26 octobre 2015

L’usage des terres dans les négociations internationales sur le climat

QUELQUES PRINCIPES1

Une évidence peine à être partagée au sein de la Convention-Cadre des Nations Unies sur les Changements Climatiques (CCNUCC) : l’usage des terres (« land use », en anglais) est essentiel dans la lutte contre les changements climatiques comme dans l’amélioration de la sécurité alimentaire.

Toutefois, utiliser les terres à des fins d’atténuation des gaz à effet de serre (GES)2 peut mener à des compétitions pour les terres ainsi qu’à des conflits d’usages. Ces derniers tendent à nuire à la sécurité alimentaire, aux droits de l’homme (à commencer par les droits fonciers des populations locales) ainsi qu’aux écosystèmes. La COP21 doit donc reconnaître l’importance et la spécificité de l’usage des terres, tout en s’assurant que les dimensions sociales et environnementales qui s’y rattachent soient pleinement considérées. Des principes, clairs et transparents, pourraient permettre de s’en assurer. Retenons-en quatre, sans souci d’exhaustivité. 

1. L’usage terre est essentiel à la sécurité alimentaire

L’éradication de la faim et de la pauvreté reste une priorité dans de nombreux pays. Le dernier rapport du Groupe intergouvernemental d’experts sur l’évolution du climat (Giec) a souligné que l’ensemble des dimensions de la sécurité alimentaire était menacé. La terre doit donc prioritairement servir à nourrir, et à nourrir mieux, les populations, à commencer par celles qui la travaillent (une grande partie des quelque 800 millions de personnes souffrant de la faim aujourd’hui est paysanne). Les politiques d’atténuation qui lui sont liées – comme la production d’agrocarburants par exemple – ne devraient pas venir concurrencer cette fonction proprement vitale.

2. Droits et moyens de subsistance sont liés à l’usage des terres

Toute action climatique relative à l’usage des terres, qu’il s’agisse d’adaptation aux impacts des changements climatiques3 ou d’atténuation, doit répondre aux obligations internationales de respect et de protection des droits fondamentaux, qui incluent le droit des peuples autochtones et des communautés locales à la terre, ainsi qu’à l’usage de leur territoire et de ses ressources. Peuples indigènes, paysannes et paysans modestes sont souvent marginalisés. Le renforcement de leurs droits – notamment fonciers – leur consultation et leur association aux actions climatiques qui se déroulent sur les territoires dont ils dépendent assurera un succès durable à celles-ci. Un des meilleurs moyens de lutter contre la déforestation, par exemple, est souvent de renforcer les droits des communautés et des peuples vivant dans et de la forêt.

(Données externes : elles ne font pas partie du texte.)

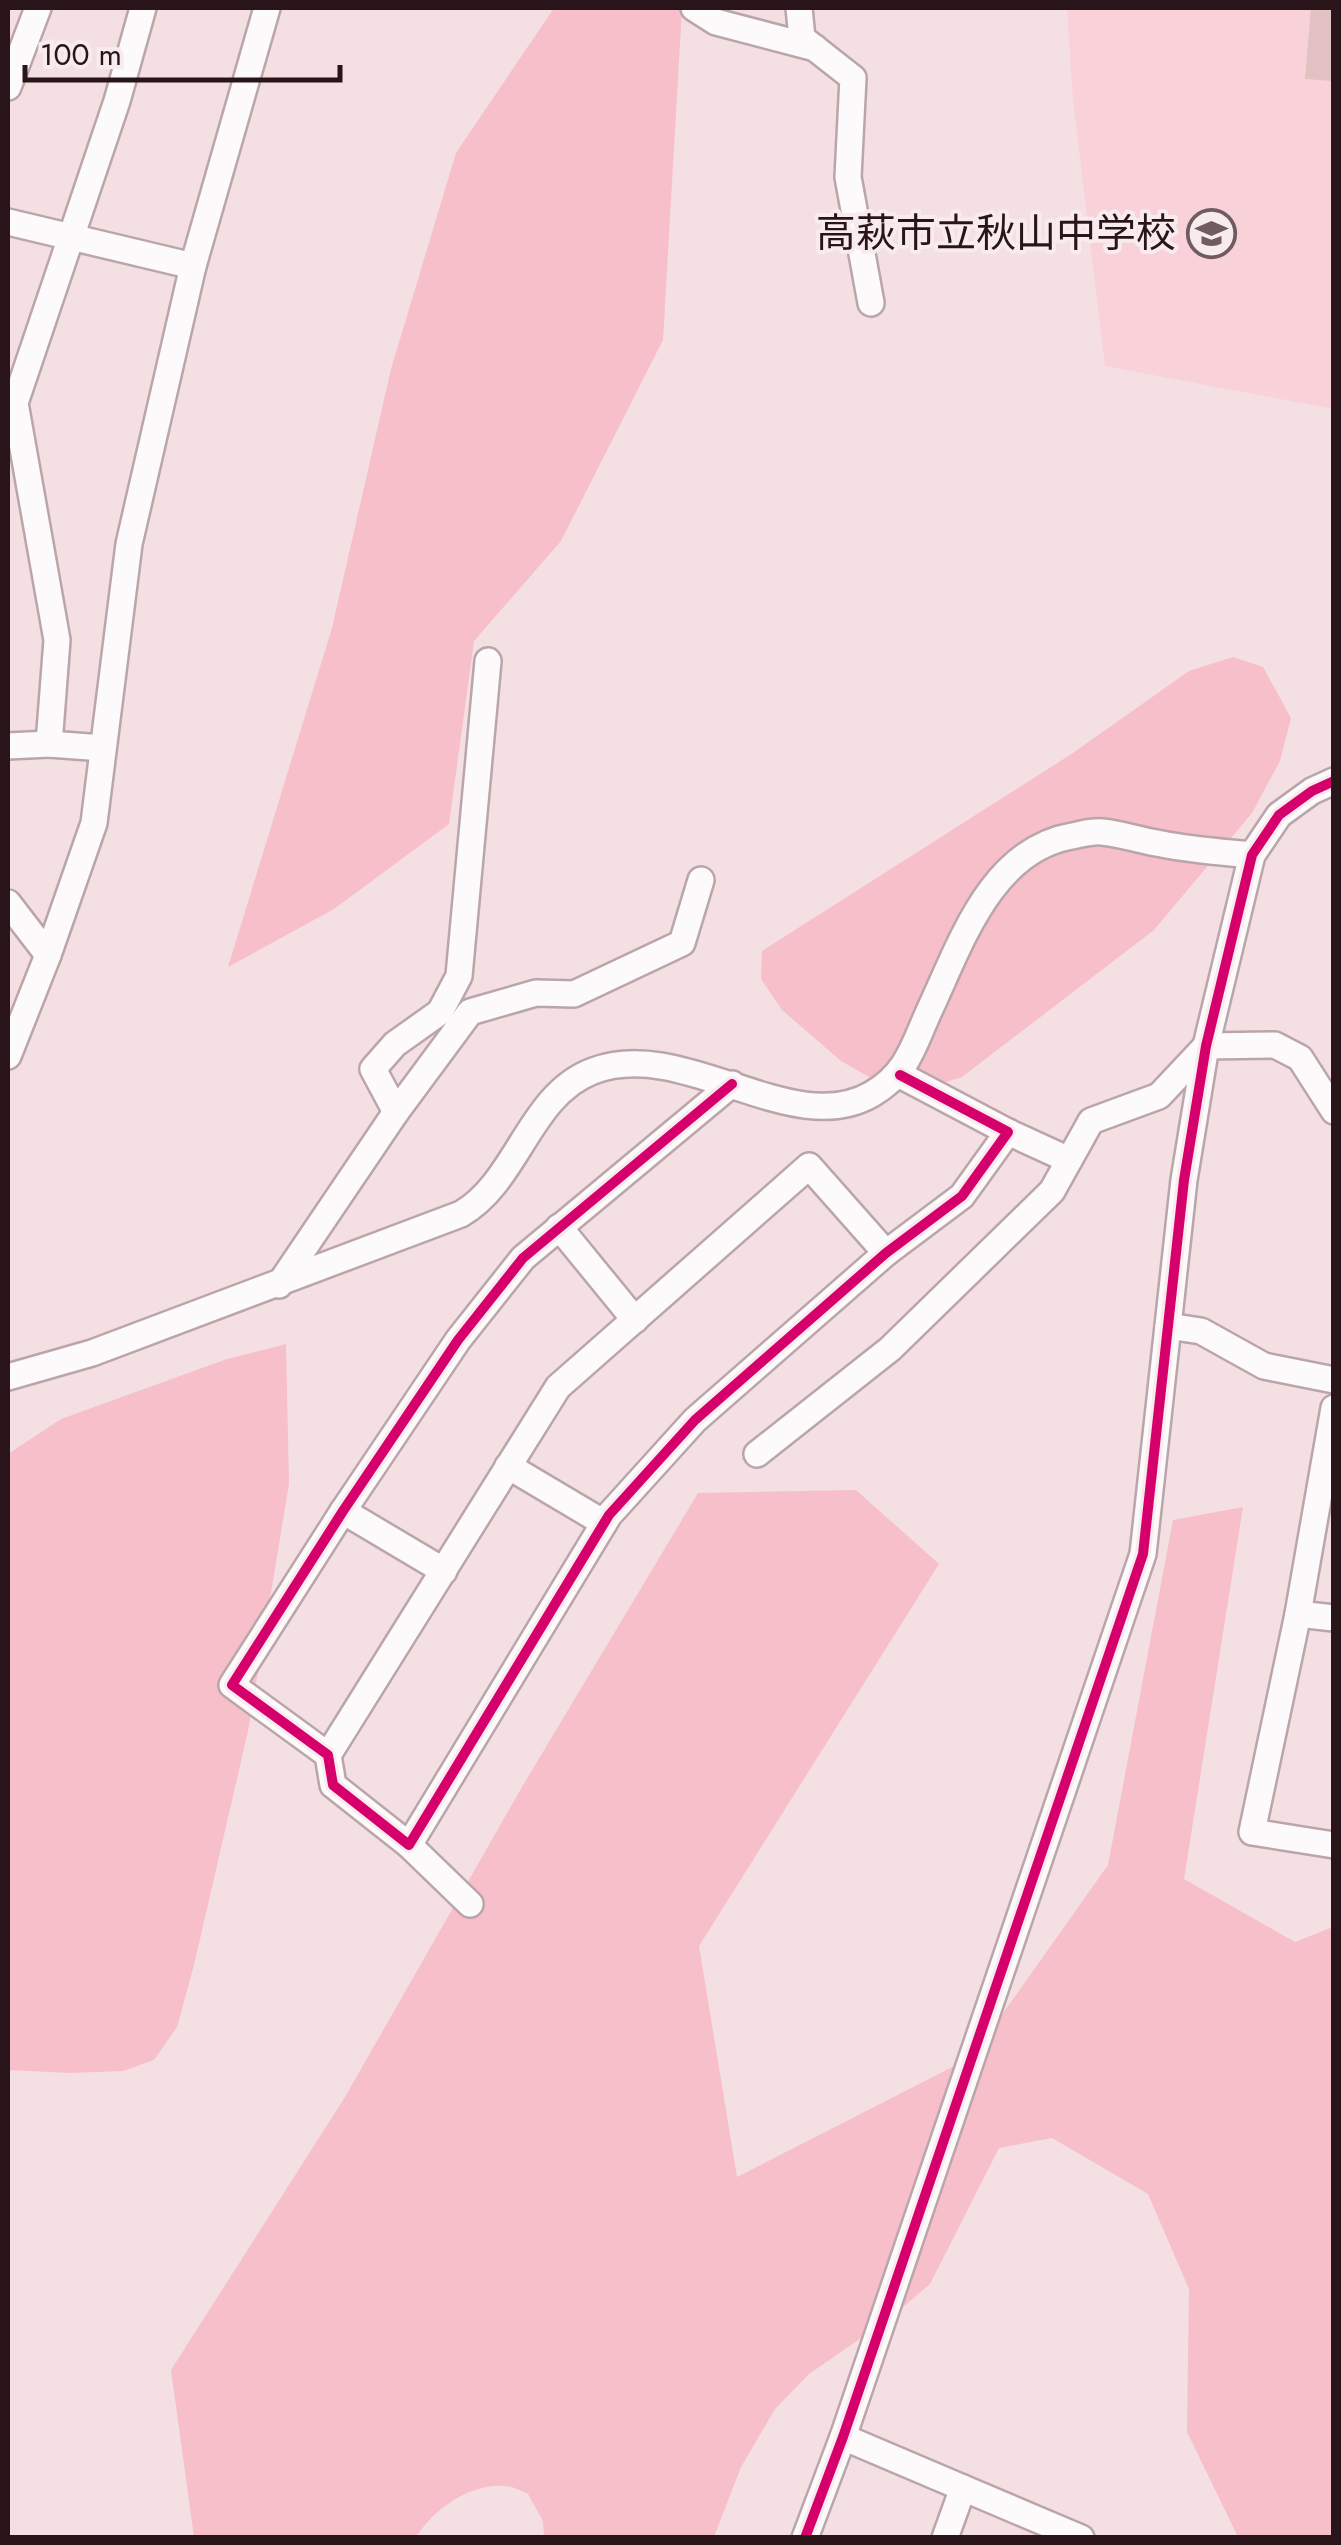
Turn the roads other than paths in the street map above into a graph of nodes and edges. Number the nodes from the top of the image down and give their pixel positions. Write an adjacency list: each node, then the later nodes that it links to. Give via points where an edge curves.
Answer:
1 (38, 8): 7 (street)
2 (143, 8): 9 (street)
3 (267, 8): 10 (street)
4 (694, 8): 6 (street, via 716,22)
5 (799, 8): 6 (street, via 802,38)
6 (814, 48): 11 (street, via 853,78 848,177)
7 (8, 87)
8 (8, 222): 9 (street)
9 (70, 237): 10 (street); 12 (street, via 15,403)
10 (194, 266): 16 (street, via 129,544)
11 (870, 303)
12 (16, 457): 14 (street, via 56,640)
13 (488, 661): 27 (street, via 458,976 440,1012 373,1069)
14 (49, 744): 15 (street); 16 (street)
15 (8, 746)
16 (102, 748): 21 (street, via 94,824)
17 (1334, 782): 18 (street, via 1280,815)
18 (1252, 856): 22 (street); 24 (street, via 1100,831 1049,840 1020,857 974,913)
19 (701, 880): 27 (street, via 682,942 574,994 536,992 470,1012)
20 (8, 903): 21 (street)
21 (48, 955): 23 (street)
22 (1206, 1046): 26 (street, via 1275,1045 1300,1058); 29 (street, via 1159,1096 1091,1121); 34 (street)
23 (8, 1056)
24 (900, 1075): 25 (street, via 850,1105 831,1108); 28 (street)
25 (732, 1084): 30 (street); 32 (street, via 652,1064 590,1072 544,1110 478,1204)
26 (1334, 1111)
27 (396, 1112): 32 (street)
28 (1008, 1132): 29 (street); 31 (street, via 962,1196)
29 (1069, 1160): 38 (street, via 1052,1192 890,1348)
30 (559, 1227): 33 (street); 41 (street, via 523,1258 458,1340)
31 (886, 1253): 33 (street, via 809,1166); 42 (street, via 695,1420)
32 (280, 1285): 35 (street)
33 (635, 1320): 39 (street, via 558,1387)
34 (1168, 1326): 36 (street, via 1201,1331 1264,1366); 50 (street, via 1143,1554)
35 (8, 1377)
36 (1334, 1380)
37 (1334, 1408): 40 (street)
38 (757, 1454)
39 (508, 1466): 42 (street); 43 (street)
40 (1325, 1510): 44 (street)
41 (343, 1511): 43 (street); 46 (street, via 232,1684)
42 (604, 1523): 47 (street)
43 (444, 1571): 46 (street)
44 (1298, 1614): 45 (street); 48 (street, via 1252,1832)
45 (1334, 1618)
46 (328, 1756): 47 (street, via 333,1785)
47 (410, 1845): 49 (street)
48 (1334, 1845)
49 (470, 1904)
50 (843, 2437): 51 (street); 52 (street)
51 (963, 2488): 53 (street); 54 (street)
52 (805, 2538)
53 (945, 2538)
54 (1082, 2538)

3. L’usage des terres et les forêts ne sont pas là pour compenser les émissions de GES des énergies fossiles

La tentation est grande de compenser les émissions de GES des autres secteurs d’activités, sans vraiment chercher à réduire celles-ci, par le stockage du carbone que permet le secteur des terres – d’abord sous forme de matière organique et végétale. Mais un tel résonnement est spécieux tant les enjeux d’atténuation sont forts. Aussi l’atténuation via le secteur des terres ne doit-elle pas être prétexte à freiner les réductions drastiques et urgentes de GES nécessaires dans tous les secteurs d’activités humaines.

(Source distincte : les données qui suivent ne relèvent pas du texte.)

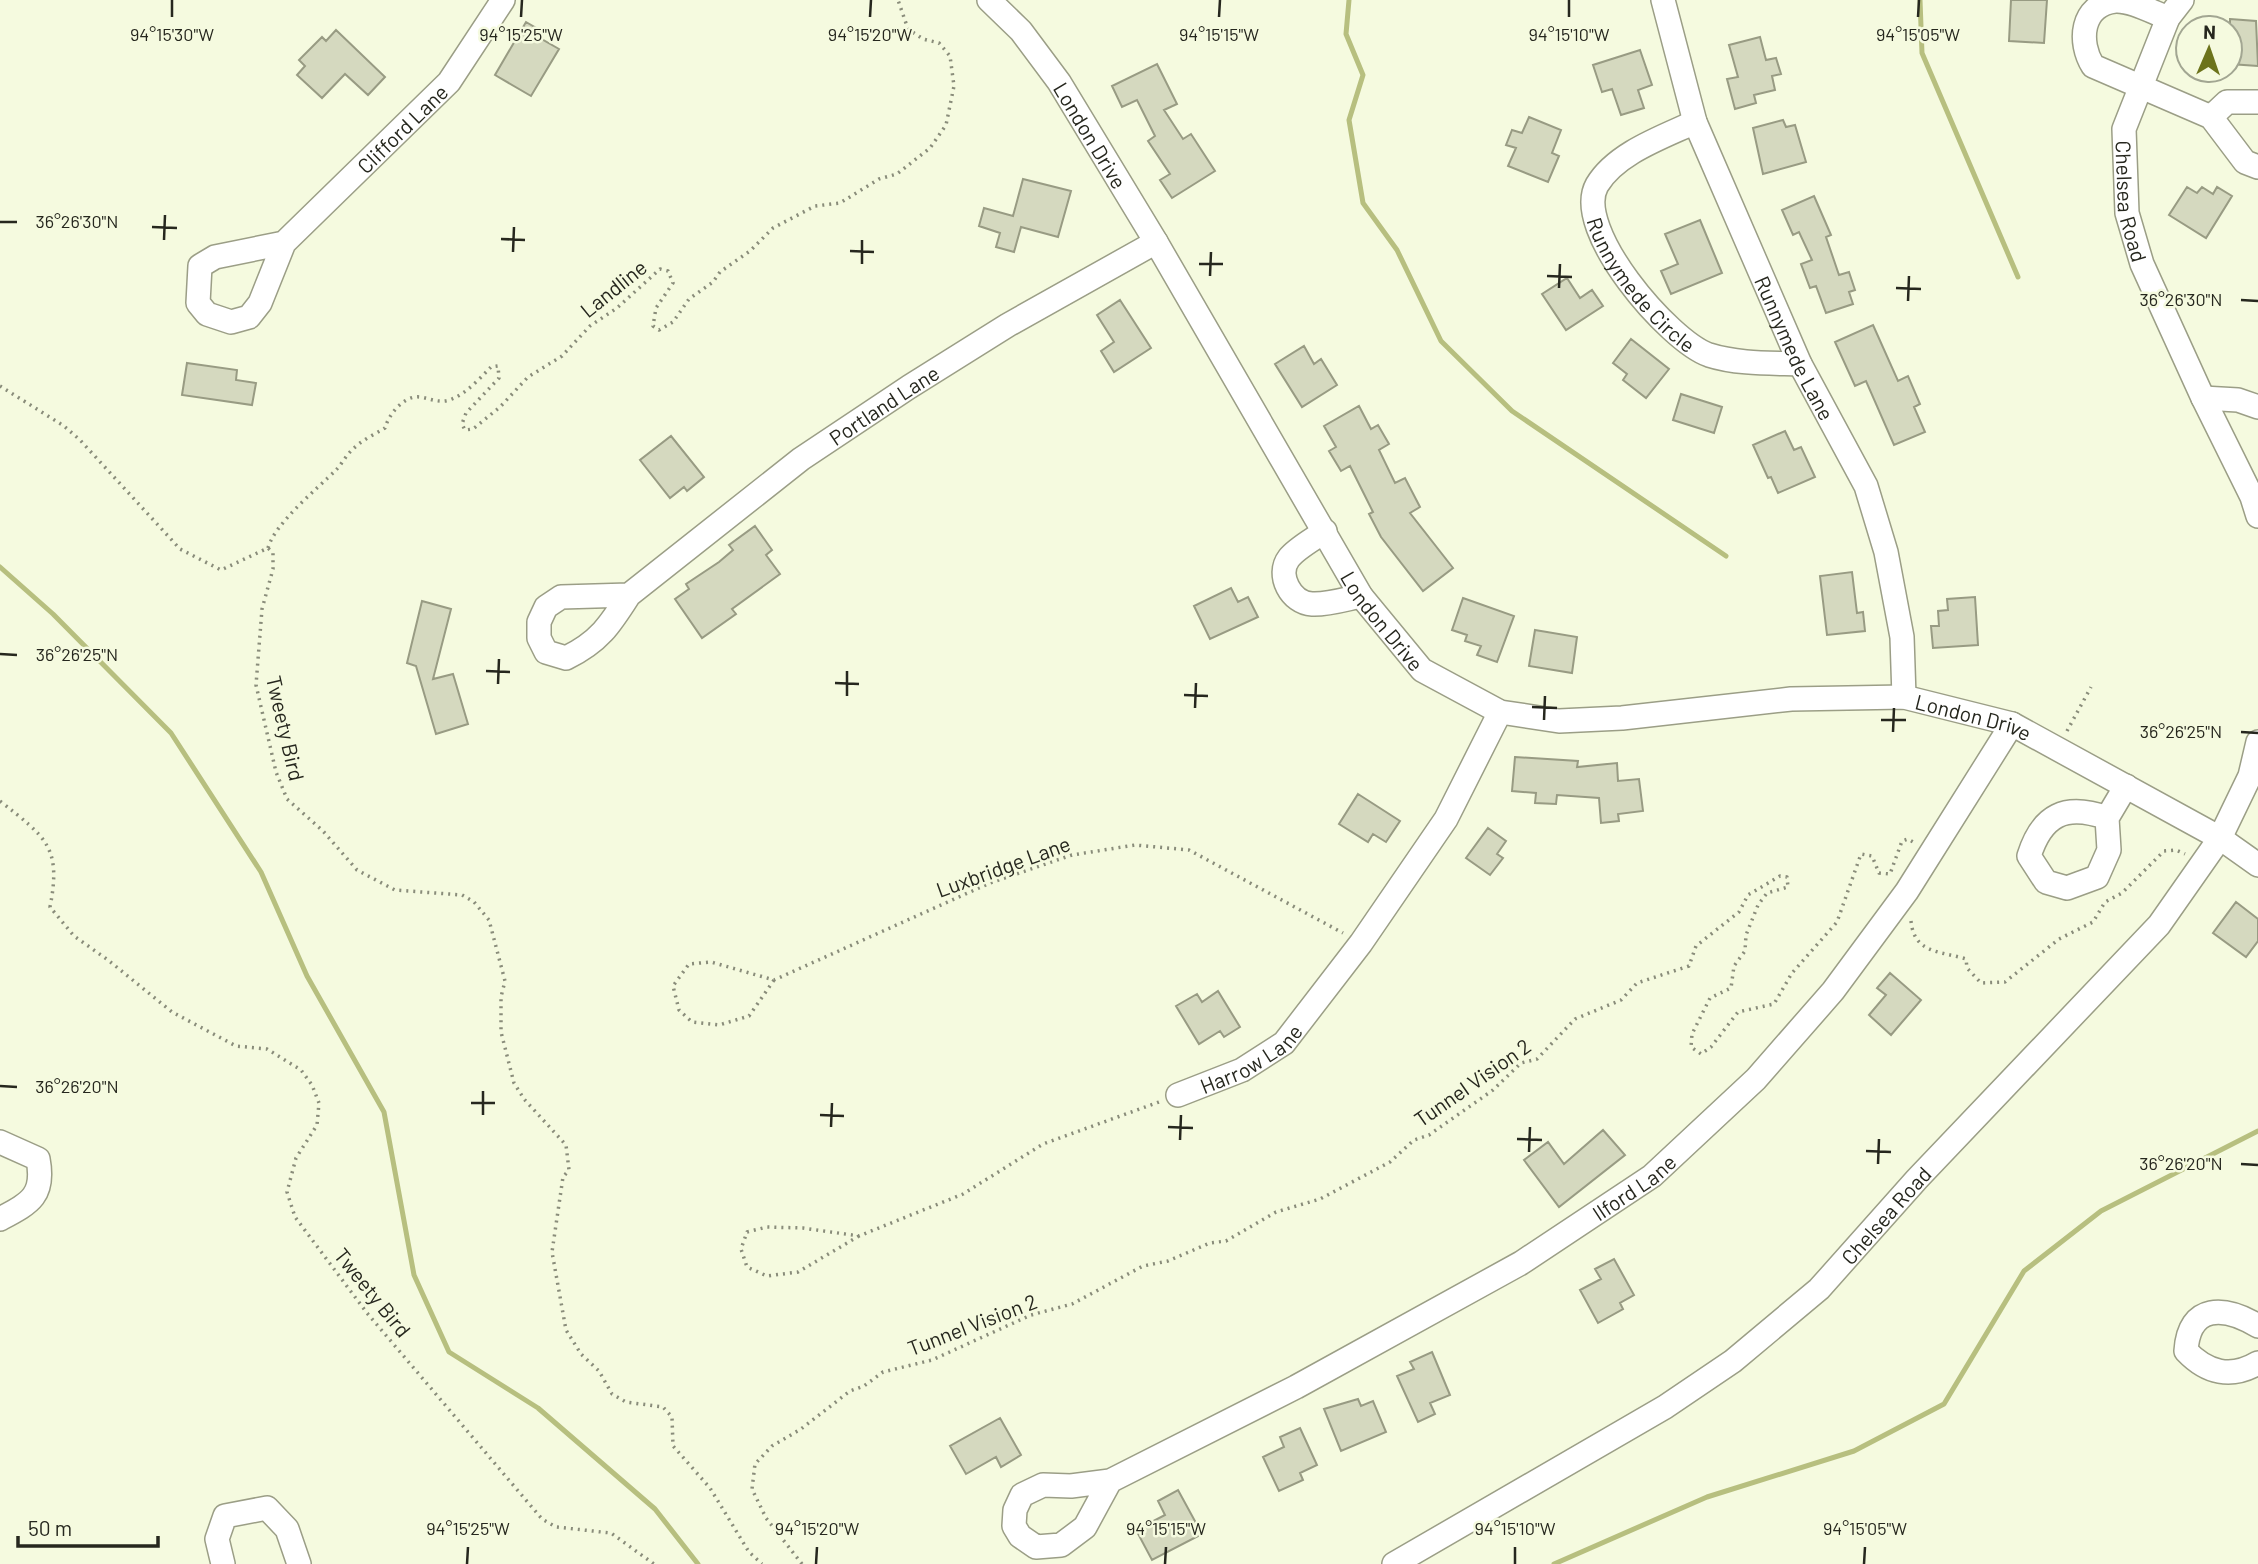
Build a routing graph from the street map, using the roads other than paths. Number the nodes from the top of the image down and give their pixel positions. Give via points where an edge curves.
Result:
1 (503, 0) edge
2 (989, 0) edge
3 (1663, 0) edge
4 (2182, 0) edge
5 (2168, 18) junction
6 (2138, 88) junction
7 (2258, 102) edge
8 (2211, 117) junction
9 (1695, 122) junction
10 (2258, 167) edge
11 (1156, 242) junction
12 (284, 243) dead end
13 (1800, 364) junction
14 (2203, 398) junction
15 (2258, 407) edge
16 (2256, 502) edge
17 (1325, 531) junction
18 (629, 596) dead end
19 (1361, 596) junction
20 (1904, 697) junction
21 (1500, 712) junction
22 (2012, 724) junction
23 (2258, 742) edge
24 (2126, 786) junction
25 (2107, 818) dead end
26 (2220, 838) junction
27 (2258, 865) edge
28 (1178, 1095) road end
29 (0, 1142) edge
30 (0, 1219) edge
31 (2258, 1326) edge
32 (2258, 1363) edge
33 (1110, 1480) dead end
34 (223, 1564) edge
35 (299, 1564) edge
36 (1394, 1564) edge

1 - 12 street, Clifford Lane via 449,82
2 - 11 street, London Drive via 1021,31 1059,82
3 - 9 street, Runnymede Lane
4 - 5 street, Chelsea Road
5 - 6 street, Chelsea Road
5 - 6 street via 2115,1 2089,19 2082,36 2084,52 2093,66
6 - 8 street
6 - 14 street, Chelsea Road via 2124,129 2127,213 2142,264
7 - 8 street via 2227,102
8 - 10 street via 2245,162
9 - 13 street, Runnymede Lane
9 - 13 street, Runnymede Circle via 1629,154 1596,186 1594,208 1599,229 1636,295 1677,334 1708,355
11 - 17 street, London Drive
11 - 18 street, Portland Lane via 1008,325 801,459
13 - 20 street, Runnymede Lane via 1866,486 1886,552 1902,638
14 - 15 street via 2238,400
14 - 16 street, Chelsea Road
17 - 19 street, London Drive
17 - 19 street via 1289,559 1284,575 1287,588 1310,604
19 - 21 street, London Drive via 1422,670
20 - 21 street, London Drive via 1791,699 1559,721
20 - 22 street, London Drive
21 - 28 street, Harrow Lane via 1446,819 1361,943 1284,1042 1242,1070
22 - 24 street, London Drive
22 - 33 street, Ilford Lane via 1907,891 1833,991 1756,1079 1652,1176 1521,1263 1296,1387
23 - 26 street, Chelsea Road via 2250,776
24 - 25 street
24 - 26 street, London Drive
26 - 27 street, London Drive
26 - 36 street, Chelsea Road via 2158,925 1819,1289 1733,1361 1665,1407
29 - 30 street via 38,1159 42,1179 31,1202
31 - 32 street via 2217,1310 2201,1316 2191,1328 2186,1351 2197,1363 2224,1373
34 - 35 street via 217,1539 225,1516 267,1508 288,1529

4. Les écosystèmes sont incontournables pour atténuer les émissions de GES et maintenir la biodiversité

Qu’il s’agisse d’atténuation ou d’adaptation, il est vital de stopper la déforestation, comme la dégradation des forêts et celle des sols. La protection et la restauration de tous les écosystèmes (comme les tourbières par exemple) l’est tout autant : les émissions de GES en seront réduites d’autant et la biodiversité protégée. De fait, il n’y aura pas de lutte efficace et durable contre les changements climatiques si elle ne s’inscrit pas dans un cadre environnemental plus large. Les politiques d’atténuation relatives au secteur des terres doivent ainsi comporter des bénéfices environnementaux globaux : amélioration de la biodiversité, de la qualité de l’eau, de la fertilité des sols, etc.

Il n’y a plus à tergiverser : de nombreux travaux et projets ont démontré que l’usage des terres et les écosystèmes sont d’une importance cruciale pour répondre aux enjeux du dérèglement climatique et de la faim. Cette réalité doit trouver une traduction politique adéquate au sein de la CCNUCC, et ce dès décembre 2015.

Jean Vettraino, chargé de plaidoyer sur le droit à l’alimentation

1 Cet article est largement inspiré par un document intitulé « Principles for land-use in the Paris climate agreement ». Signé par différentes organisations (dont le Secours Catholique – Caritas France), il a été publié durant les négociations climat de Bonn (19-23 octobre 2015).

2 « Atténuation » dans la suite du texte.

3 « Adaptation » dans la suite du texte.